Recently on a pre-consulting interview, we met with a training manager, who had no idea of how to create a training course and who had attempted to save development-to-classroom time by recycling an old course. His efforts turned out to be a both a disaster, time-waster, and ultimately negatively affected the classroom learners with inferior classroom training.
Since this course was a safety orientation teaching people how to be safe around workplace heavy equipment, this training could potentially mean life or death. This course was important to the company’s overall to reduce potential liability in the field and by failing to deliver the correct information could mean the company was open for a potential lawsuit is an incident occurred.
Here’s the details. An old mandatory introductory new employee safety training course was created in PowerPoint, but it was not created in a template. Upon review, we observed there was no consistency in the fonts, use of colors, screen placement of text or overall instructional coherence.
At each forward click to advance to the next screen, the text was not aligned and would cause a distraction to the learner as the words on the screen literally jumped from one location to another. This was extremely distracting from the training message. We also observed that the pictures were not always relevant to the training message. The presentation did not contain speaker notes, so a new instructor would just have to guess what was expected to be taught. This meant there was no consistency or standardization in training from class to the next.

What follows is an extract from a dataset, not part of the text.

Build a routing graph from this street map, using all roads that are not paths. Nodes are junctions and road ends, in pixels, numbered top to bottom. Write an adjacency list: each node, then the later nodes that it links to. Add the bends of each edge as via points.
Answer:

Rework One: A class was scheduled for the next week, so the timeline was tight. The training manager decided that the first round of instructions to the training developer were to “pretty it up” and place it into a new corporate template but nothing else.
As the developer took time to organize the content (text, graphics) on the screen, it became apparent this was a presentation was not instructional and it was a just another total mess. The developer felt sorry for the people who had to sit through this training session and then be expected to be tested on the information.

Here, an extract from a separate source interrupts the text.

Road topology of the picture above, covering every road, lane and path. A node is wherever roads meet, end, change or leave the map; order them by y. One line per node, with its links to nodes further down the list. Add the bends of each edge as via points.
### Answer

As the training developer progressed through the rework he noticed and commented to the training manager these comments:
- No stated objectives at the beginning
- No instructional sequencing of information into a logical sequence
- Excessive amounts of text on the screen or just a picture
- Unnecessary repetition of content
- Lack of overall course content flow
- No stated summary at the end
Did this really make the course better? No, it was still the same old bad information with just a new facade. The training manager reviewed and approved the prettied up version of the course to be delivered the next week.However after attending the class, he realized the course was not what he expected or wanted. To his dismay the new pretty course was still not meeting overall training needs and he had just wasted one week on making it pretty. He went back to the training developer for round two of revisions.
This was a waste of time and actually put the company employees in a potential liability position with poor training delivered.

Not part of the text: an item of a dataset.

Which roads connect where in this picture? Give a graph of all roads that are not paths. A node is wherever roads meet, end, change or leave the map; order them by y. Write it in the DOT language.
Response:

Rework Two: The next week he asked the training developer to add some objectives and make it more instructional, but not change the overall flow of the content. The training developer suggested that a total re-work made sense. The training manager would have nothing of it and said they did not have time to create a new course.
So the training developer added course objectives knowing that there was not the proper content to deliver in this course. The developer added some new activities but again, they were just plopped in to meet the training manager’s latest update whim. The training manager reviewed it, said it meet his expectations and the new version of the course was ready for the upcoming week’s classroom.
After the course was delivered, the training manager determined it was still not meeting the expectations. He got a little hot when the training developer suggested starting from scratch and building a totally new course that was instructional. In about a week the training manager decided to hold a meeting and invite the trainer who delivered the course, the training developer and a senior VP.
In anticipation of the meeting, the trainer had taken time to construct a new course outline that met the industry standards, included all of the relevant content and totally reorganized the information into a sequence. He came to the meeting prepared to present this new course.
The training manager and the VP had obviously gotten together previously and decided to re-work the old course content into a new sequence. When the trainer offered to review the new course, they cut him short telling him that they didn’t have time to create a course from scratch and they had a new course outline. Neither the trainer or the training developer felt the rework would accomplish the overall training objectives, but their comments were shot down.
When the VP added a new Observation section to the training, the trainer noted that new employees were being asked to observe equipment placement on items they did not even know the names. Since observation is a higher order thinking skill, it should have been placed in the middle or end of the course, when learners has a sense of contextual reference to the working environment.
Stop the madness! When you need to provide training, instead of wasting time on an old training that did not meet company objectives, stop and take time to re-think and do-over the training program from objectives to final quiz. It will actually save time and provide the standardized and professional training program your learners need and will meet your company goals.